Хоронили отца в солнечный и безветренный день, но, когда стали с ним прощаться, вдруг резко подул ветер, и, сорвав покрывало с гроба, сбросил его в могилу. И опять все заговорили, что будет еще покойник. Вскоре в наш дом нагрянули чекисты и арестовали маму. Вновь вспомнили слухи о зарытом где-то дедом золотом кресте и о спрятанных от властей богатствах. Маму держали в орловской тюрьме и почти каждый день вызывали на допросы. Но добиться от нее ничего не могли, потому что богатства у дедушки никогда не было. Следователи же этому не верили и то сажали ее в карцер с холодной водой, то многими часами заставляли стоять на допросах. Через полгода она сошла с ума. Больную, ее выпустили из тюрьмы, и через год она скончалась. Прожила мама всего 38 лет».

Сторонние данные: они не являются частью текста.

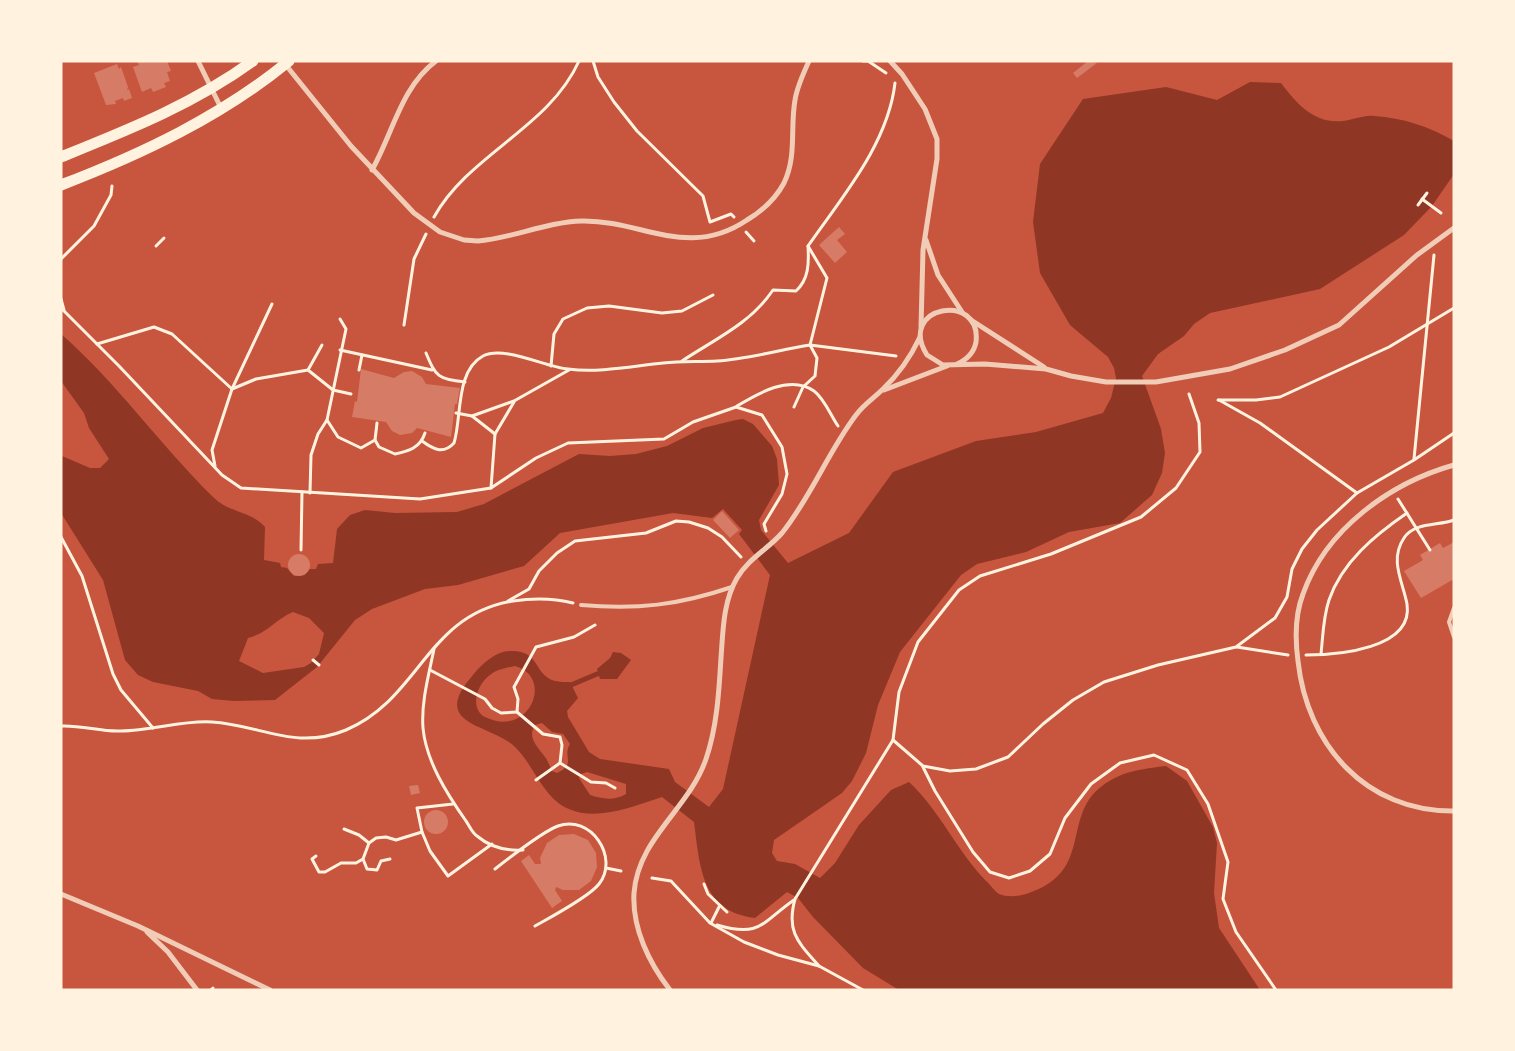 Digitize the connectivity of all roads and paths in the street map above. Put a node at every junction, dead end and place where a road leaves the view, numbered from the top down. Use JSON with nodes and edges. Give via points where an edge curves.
{"nodes":[{"id":1,"x":198,"y":61,"type":"edge"},
{"id":2,"x":253,"y":61,"type":"edge"},
{"id":3,"x":436,"y":61,"type":"edge"},
{"id":4,"x":579,"y":61,"type":"edge"},
{"id":5,"x":594,"y":61,"type":"edge"},
{"id":6,"x":809,"y":61,"type":"edge"},
{"id":7,"x":863,"y":61,"type":"edge"},
{"id":8,"x":890,"y":61,"type":"edge"},
{"id":9,"x":286,"y":62,"type":"edge"},
{"id":10,"x":211,"y":90,"type":"junction"},
{"id":11,"x":222,"y":108,"type":"junction"},
{"id":12,"x":61,"y":156,"type":"edge"},
{"id":13,"x":372,"y":170,"type":"junction"},
{"id":14,"x":61,"y":185,"type":"edge"},
{"id":15,"x":112,"y":186,"type":"dead end"},
{"id":16,"x":1427,"y":193,"type":"dead end"},
{"id":17,"x":1422,"y":199,"type":"junction"},
{"id":18,"x":1418,"y":205,"type":"dead end"},
{"id":19,"x":1441,"y":213,"type":"dead end"},
{"id":20,"x":740,"y":225,"type":"junction"},
{"id":21,"x":430,"y":226,"type":"junction"},
{"id":22,"x":1454,"y":228,"type":"edge"},
{"id":23,"x":925,"y":232,"type":"junction"},
{"id":24,"x":164,"y":238,"type":"dead end"},
{"id":25,"x":754,"y":241,"type":"dead end"},
{"id":26,"x":156,"y":246,"type":"dead end"},
{"id":27,"x":808,"y":246,"type":"junction"},
{"id":28,"x":1440,"y":250,"type":"dead end"},
{"id":29,"x":62,"y":257,"type":"edge"},
{"id":30,"x":713,"y":295,"type":"dead end"},
{"id":31,"x":61,"y":299,"type":"edge"},
{"id":32,"x":272,"y":304,"type":"dead end"},
{"id":33,"x":1454,"y":308,"type":"edge"},
{"id":34,"x":62,"y":309,"type":"edge"},
{"id":35,"x":965,"y":316,"type":"junction"},
{"id":36,"x":340,"y":319,"type":"dead end"},
{"id":37,"x":1429,"y":324,"type":"junction"},
{"id":38,"x":404,"y":325,"type":"dead end"},
{"id":39,"x":920,"y":335,"type":"junction"},
{"id":40,"x":97,"y":344,"type":"junction"},
{"id":41,"x":322,"y":344,"type":"dead end"},
{"id":42,"x":810,"y":345,"type":"junction"},
{"id":43,"x":340,"y":350,"type":"junction"},
{"id":44,"x":426,"y":353,"type":"dead end"},
{"id":45,"x":362,"y":354,"type":"junction"},
{"id":46,"x":896,"y":356,"type":"dead end"},
{"id":47,"x":681,"y":361,"type":"junction"},
{"id":48,"x":957,"y":364,"type":"junction"},
{"id":49,"x":950,"y":365,"type":"junction"},
{"id":50,"x":551,"y":366,"type":"junction"},
{"id":51,"x":1046,"y":369,"type":"junction"},
{"id":52,"x":308,"y":370,"type":"junction"},
{"id":53,"x":359,"y":370,"type":"dead end"},
{"id":54,"x":432,"y":370,"type":"junction"},
{"id":55,"x":570,"y":370,"type":"junction"},
{"id":56,"x":464,"y":382,"type":"junction"},
{"id":57,"x":803,"y":387,"type":"junction"},
{"id":58,"x":232,"y":389,"type":"junction"},
{"id":59,"x":333,"y":390,"type":"junction"},
{"id":60,"x":882,"y":391,"type":"junction"},
{"id":61,"x":351,"y":394,"type":"dead end"},
{"id":62,"x":1188,"y":394,"type":"dead end"},
{"id":63,"x":514,"y":401,"type":"junction"},
{"id":64,"x":736,"y":407,"type":"junction"},
{"id":65,"x":794,"y":407,"type":"dead end"},
{"id":66,"x":458,"y":413,"type":"junction"},
{"id":67,"x":472,"y":416,"type":"junction"},
{"id":68,"x":327,"y":420,"type":"junction"},
{"id":69,"x":376,"y":423,"type":"dead end"},
{"id":70,"x":425,"y":433,"type":"dead end"},
{"id":71,"x":1454,"y":433,"type":"edge"},
{"id":72,"x":495,"y":434,"type":"junction"},
{"id":73,"x":843,"y":434,"type":"junction"},
{"id":74,"x":375,"y":440,"type":"junction"},
{"id":75,"x":422,"y":441,"type":"junction"},
{"id":76,"x":1414,"y":460,"type":"junction"},
{"id":77,"x":1454,"y":465,"type":"edge"},
{"id":78,"x":215,"y":467,"type":"junction"},
{"id":79,"x":491,"y":488,"type":"junction"},
{"id":80,"x":302,"y":492,"type":"junction"},
{"id":81,"x":310,"y":493,"type":"junction"},
{"id":82,"x":1357,"y":493,"type":"junction"},
{"id":83,"x":1400,"y":502,"type":"dead end"},
{"id":84,"x":1408,"y":513,"type":"junction"},
{"id":85,"x":1454,"y":520,"type":"edge"},
{"id":86,"x":1416,"y":528,"type":"junction"},
{"id":87,"x":766,"y":531,"type":"dead end"},
{"id":88,"x":61,"y":537,"type":"edge"},
{"id":89,"x":301,"y":550,"type":"dead end"},
{"id":90,"x":1430,"y":550,"type":"dead end"},
{"id":91,"x":741,"y":557,"type":"dead end"},
{"id":92,"x":732,"y":587,"type":"junction"},
{"id":93,"x":505,"y":603,"type":"junction"},
{"id":94,"x":581,"y":605,"type":"joint"},
{"id":95,"x":1454,"y":608,"type":"edge"},
{"id":96,"x":595,"y":625,"type":"dead end"},
{"id":97,"x":1454,"y":637,"type":"edge"},
{"id":98,"x":1236,"y":647,"type":"junction"},
{"id":99,"x":434,"y":649,"type":"junction"},
{"id":100,"x":1297,"y":654,"type":"junction"},
{"id":101,"x":1321,"y":654,"type":"junction"},
{"id":102,"x":313,"y":660,"type":"dead end"},
{"id":103,"x":320,"y":666,"type":"dead end"},
{"id":104,"x":430,"y":670,"type":"junction"},
{"id":105,"x":517,"y":712,"type":"junction"},
{"id":106,"x":61,"y":726,"type":"edge"},
{"id":107,"x":153,"y":728,"type":"junction"},
{"id":108,"x":893,"y":740,"type":"junction"},
{"id":109,"x":560,"y":763,"type":"junction"},
{"id":110,"x":923,"y":766,"type":"junction"},
{"id":111,"x":537,"y":779,"type":"dead end"},
{"id":112,"x":615,"y":788,"type":"dead end"},
{"id":113,"x":453,"y":804,"type":"junction"},
{"id":114,"x":1454,"y":811,"type":"edge"},
{"id":115,"x":344,"y":829,"type":"dead end"},
{"id":116,"x":422,"y":832,"type":"junction"},
{"id":117,"x":369,"y":843,"type":"junction"},
{"id":118,"x":492,"y":844,"type":"junction"},
{"id":119,"x":523,"y":850,"type":"junction"},
{"id":120,"x":316,"y":856,"type":"dead end"},
{"id":121,"x":363,"y":859,"type":"junction"},
{"id":122,"x":390,"y":859,"type":"dead end"},
{"id":123,"x":606,"y":868,"type":"junction"},
{"id":124,"x":495,"y":869,"type":"dead end"},
{"id":125,"x":621,"y":871,"type":"dead end"},
{"id":126,"x":652,"y":878,"type":"dead end"},
{"id":127,"x":704,"y":884,"type":"dead end"},
{"id":128,"x":61,"y":894,"type":"edge"},
{"id":129,"x":795,"y":899,"type":"junction"},
{"id":130,"x":720,"y":907,"type":"junction"},
{"id":131,"x":727,"y":912,"type":"dead end"},
{"id":132,"x":710,"y":923,"type":"junction"},
{"id":133,"x":138,"y":926,"type":"junction"},
{"id":134,"x":536,"y":926,"type":"dead end"},
{"id":135,"x":819,"y":966,"type":"junction"},
{"id":136,"x":197,"y":990,"type":"edge"},
{"id":137,"x":270,"y":990,"type":"edge"},
{"id":138,"x":670,"y":990,"type":"edge"},
{"id":139,"x":863,"y":990,"type":"edge"},
{"id":140,"x":1276,"y":990,"type":"edge"}],
"edges":[{"from":1,"to":10,"type":"street"},
{"from":2,"to":10,"type":"main road"},
{"from":3,"to":13,"type":"street","via":[[409,90]]},
{"from":4,"to":21,"type":"path","via":[[574,73],[546,108],[468,175],[437,212]]},
{"from":5,"to":20,"type":"path","via":[[598,77],[636,131],[703,196],[710,222],[731,214]]},
{"from":6,"to":20,"type":"street","via":[[795,100],[793,150],[784,183],[767,204]]},
{"from":7,"to":27,"type":"path","via":[[868,61],[896,83],[886,119],[857,177]]},
{"from":8,"to":23,"type":"street","via":[[925,109],[936,139],[937,159]]},
{"from":9,"to":11,"type":"main road"},
{"from":9,"to":13,"type":"street"},
{"from":10,"to":11,"type":"street"},
{"from":10,"to":12,"type":"main road","via":[[138,126]]},
{"from":11,"to":14,"type":"main road","via":[[140,152]]},
{"from":13,"to":21,"type":"street"},
{"from":15,"to":29,"type":"path","via":[[111,195],[94,226]]},
{"from":16,"to":17,"type":"path"},
{"from":17,"to":18,"type":"path"},
{"from":17,"to":19,"type":"path"},
{"from":20,"to":21,"type":"street","via":[[713,236],[686,238],[658,235],[611,223],[564,222],[478,241],[451,236]]},
{"from":20,"to":25,"type":"path"},
{"from":21,"to":38,"type":"path","via":[[414,259]]},
{"from":22,"to":51,"type":"street","via":[[1417,255],[1352,316],[1326,332],[1247,364],[1156,382],[1106,382]]},
{"from":23,"to":35,"type":"street","via":[[938,275]]},
{"from":23,"to":39,"type":"street"},
{"from":24,"to":26,"type":"path"},
{"from":27,"to":42,"type":"path","via":[[827,278]]},
{"from":27,"to":47,"type":"path","via":[[809,264],[804,284],[796,291],[773,290],[762,307],[747,320]]},
{"from":28,"to":37,"type":"path","via":[[1433,255]]},
{"from":30,"to":50,"type":"path","via":[[682,311],[662,313],[609,306],[586,308],[563,319],[554,334]]},
{"from":31,"to":34,"type":"path"},
{"from":32,"to":58,"type":"path"},
{"from":33,"to":37,"type":"path"},
{"from":34,"to":40,"type":"path"},
{"from":35,"to":39,"type":"street","via":[[953,310],[939,311],[926,321]]},
{"from":35,"to":48,"type":"street","via":[[974,328],[975,346],[968,357]]},
{"from":35,"to":51,"type":"street"},
{"from":36,"to":43,"type":"path","via":[[346,329]]},
{"from":37,"to":76,"type":"path"},
{"from":37,"to":82,"type":"path","via":[[1389,348],[1280,397],[1218,400],[1260,423]]},
{"from":39,"to":49,"type":"street","via":[[927,356],[937,363]]},
{"from":39,"to":60,"type":"street","via":[[902,368]]},
{"from":40,"to":58,"type":"path","via":[[154,327],[172,334]]},
{"from":40,"to":78,"type":"path"},
{"from":41,"to":52,"type":"path"},
{"from":42,"to":46,"type":"path"},
{"from":42,"to":47,"type":"path","via":[[717,361]]},
{"from":42,"to":57,"type":"path","via":[[817,358],[815,376]]},
{"from":43,"to":45,"type":"path"},
{"from":43,"to":59,"type":"path"},
{"from":44,"to":54,"type":"path"},
{"from":45,"to":53,"type":"path"},
{"from":45,"to":54,"type":"path","via":[[412,368]]},
{"from":47,"to":55,"type":"path"},
{"from":48,"to":49,"type":"street"},
{"from":48,"to":51,"type":"street"},
{"from":49,"to":60,"type":"street"},
{"from":50,"to":55,"type":"path"},
{"from":50,"to":56,"type":"path","via":[[492,353],[482,356]]},
{"from":52,"to":58,"type":"path","via":[[256,379]]},
{"from":52,"to":59,"type":"path"},
{"from":54,"to":56,"type":"path","via":[[438,377]]},
{"from":55,"to":63,"type":"path"},
{"from":56,"to":66,"type":"path"},
{"from":57,"to":64,"type":"path","via":[[774,387]]},
{"from":57,"to":65,"type":"path"},
{"from":57,"to":73,"type":"path","via":[[814,390],[820,397]]},
{"from":58,"to":78,"type":"path","via":[[212,450]]},
{"from":59,"to":61,"type":"path"},
{"from":59,"to":68,"type":"path"},
{"from":60,"to":73,"type":"street","via":[[857,413]]},
{"from":62,"to":108,"type":"path","via":[[1199,423],[1200,452],[1176,488],[1141,517],[1051,554],[980,576],[959,590],[918,642],[899,692]]},
{"from":63,"to":67,"type":"path"},
{"from":63,"to":72,"type":"path"},
{"from":64,"to":79,"type":"path","via":[[693,422],[664,439],[568,444],[536,458]]},
{"from":64,"to":87,"type":"path","via":[[762,415],[782,447],[787,474],[782,494],[764,524]]},
{"from":66,"to":67,"type":"path"},
{"from":66,"to":75,"type":"path","via":[[456,438],[449,449],[434,450]]},
{"from":67,"to":72,"type":"path"},
{"from":68,"to":74,"type":"path","via":[[338,437],[361,448]]},
{"from":68,"to":81,"type":"path","via":[[311,455]]},
{"from":69,"to":74,"type":"path"},
{"from":70,"to":75,"type":"path"},
{"from":71,"to":76,"type":"path"},
{"from":72,"to":79,"type":"path"},
{"from":73,"to":92,"type":"street","via":[[796,514],[773,542],[742,570]]},
{"from":74,"to":75,"type":"path","via":[[379,447],[395,454],[408,451]]},
{"from":76,"to":82,"type":"path"},
{"from":77,"to":100,"type":"street","via":[[1394,492],[1359,515],[1343,532],[1315,569],[1303,594],[1297,620]]},
{"from":78,"to":80,"type":"path","via":[[240,488]]},
{"from":79,"to":81,"type":"path","via":[[420,499]]},
{"from":80,"to":81,"type":"path"},
{"from":80,"to":89,"type":"path"},
{"from":82,"to":98,"type":"path","via":[[1317,530],[1302,549],[1292,569],[1287,597],[1275,618]]},
{"from":83,"to":84,"type":"path"},
{"from":84,"to":86,"type":"path"},
{"from":84,"to":101,"type":"path","via":[[1367,544],[1334,589],[1326,613]]},
{"from":85,"to":86,"type":"path"},
{"from":86,"to":90,"type":"path"},
{"from":86,"to":101,"type":"path","via":[[1404,537],[1396,562],[1407,604],[1407,619],[1398,633],[1381,644]]},
{"from":88,"to":107,"type":"path","via":[[82,576],[116,682]]},
{"from":91,"to":93,"type":"path","via":[[722,536],[708,528],[676,521],[646,533],[575,541],[557,552],[539,571],[529,589]]},
{"from":92,"to":94,"type":"lane","via":[[696,599],[658,606]]},
{"from":92,"to":138,"type":"street","via":[[724,618],[718,699],[703,767],[645,853],[637,875],[634,895],[644,948]]},
{"from":93,"to":94,"type":"path","via":[[548,599]]},
{"from":93,"to":99,"type":"path","via":[[482,608],[464,619],[448,631]]},
{"from":95,"to":97,"type":"lane","via":[[1449,622]]},
{"from":96,"to":105,"type":"path","via":[[574,637],[536,647],[514,687],[518,699]]},
{"from":98,"to":100,"type":"path","via":[[1284,656]]},
{"from":98,"to":110,"type":"path","via":[[1158,665],[1104,682],[1073,700],[1008,757],[976,769],[950,771]]},
{"from":99,"to":104,"type":"path"},
{"from":99,"to":107,"type":"path","via":[[380,709],[337,733],[295,738],[205,722]]},
{"from":100,"to":101,"type":"path"},
{"from":100,"to":114,"type":"street","via":[[1301,685],[1312,717],[1327,745],[1353,774],[1395,802],[1430,810]]},
{"from":102,"to":103,"type":"path"},
{"from":104,"to":105,"type":"path","via":[[478,694],[501,713]]},
{"from":104,"to":113,"type":"path","via":[[423,729],[430,754]]},
{"from":105,"to":109,"type":"path","via":[[543,734],[562,740]]},
{"from":106,"to":107,"type":"path","via":[[112,731]]},
{"from":108,"to":110,"type":"path"},
{"from":108,"to":129,"type":"path"},
{"from":109,"to":111,"type":"path"},
{"from":109,"to":112,"type":"path","via":[[591,782],[606,783]]},
{"from":110,"to":140,"type":"path","via":[[973,852],[990,872],[1009,878],[1030,871],[1050,854],[1065,818],[1085,791],[1120,763],[1154,754],[1187,770],[1208,804],[1228,862],[1223,899],[1236,932]]},
{"from":113,"to":116,"type":"path","via":[[417,808]]},
{"from":113,"to":118,"type":"path","via":[[476,836]]},
{"from":115,"to":117,"type":"path","via":[[360,835]]},
{"from":116,"to":117,"type":"path","via":[[396,840],[386,836],[376,838]]},
{"from":116,"to":118,"type":"path","via":[[448,876]]},
{"from":117,"to":121,"type":"path"},
{"from":118,"to":119,"type":"path","via":[[506,851]]},
{"from":119,"to":123,"type":"path","via":[[559,826],[576,826],[594,834],[603,847]]},
{"from":119,"to":124,"type":"path"},
{"from":120,"to":121,"type":"path","via":[[312,859],[319,872]]},
{"from":121,"to":122,"type":"path","via":[[367,869],[372,871],[377,870],[381,861]]},
{"from":123,"to":125,"type":"path"},
{"from":123,"to":134,"type":"path","via":[[599,884],[592,890]]},
{"from":126,"to":132,"type":"path","via":[[671,881]]},
{"from":127,"to":130,"type":"path"},
{"from":128,"to":133,"type":"street"},
{"from":129,"to":132,"type":"path","via":[[762,927],[743,930]]},
{"from":129,"to":135,"type":"path","via":[[792,931]]},
{"from":130,"to":131,"type":"path"},
{"from":130,"to":132,"type":"path"},
{"from":132,"to":135,"type":"path","via":[[744,942]]},
{"from":133,"to":136,"type":"street","via":[[161,944]]},
{"from":133,"to":137,"type":"street"},
{"from":135,"to":139,"type":"path"}]}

Евгения Николаевна тяжело вздыхает и продолжает свой рассказ: «Судьба не только сделала нас сиротами, но еще и разлучила. Я вынуждена была завербоваться чернорабочей на стройку в Магнитогорск, а брат Леля после некоторых мытарств оказался в Москве. Там и прожил он почти всю свою жизнь. Работал художником-оформителем. Я же вернулась в Болхов и поступила в педтехникум.

В 1941 году грянула война. Я уже была замужем. Мой муж – старший лейтенант Николай Потапов погиб в боях при освобождении города Рыбницы, и я осталась одна с маленьким Володей. Более сорока лет проработала я учителем. В 1966 мне было присвоено звание «Заслуженный учитель школы РСФСР».

Вот так и прошла вся моя жизнь. И теперь, оглядываясь на прожитое, на жизнь и судьбу своих близких, я часто размышляю и делаю выводы. Люди живут, задумывают разные планы, и кажется им, что все в их жизни будет хорошо. Но вдруг какая-то сила все расстраивает. И люди оказываются беспомощными перед ней, бессильными что-либо предпринять. Так произошло и с нами. Род наш был многочисленным, жили дружно и мирно, но словно незримый ураган подхватил нас и раскидал по всему свету. Четырем моим дядям удалось перед арестом сбежать, но жили они в разных концах нашей страны, и никого из них я больше не видела. Да разве только наш род?

Тюрьма в Болхове находилась в конце Никольской, ныне Ленинской улицы. В то время арестованных водили в Орел пешком. Путь их лежал мимо нашего дома. Однажды, когда папа был еще жив, но уже не вставал с постели, мимо нашего дома провели большую партию священников. Мама распахнула окно, и мы совместными усилиями подвели папу к нему. Это были священники нашего уезда, все знакомые папе. Они поворачивали головы и смотрели на наше окно. Папе оставалось жить дни, а их судьба была, по крайней мере для них, еще не определенной. И, Бог весть, кто кому из них завидовал… В этой партии был и родной брат дедушки Егора – отец Константин».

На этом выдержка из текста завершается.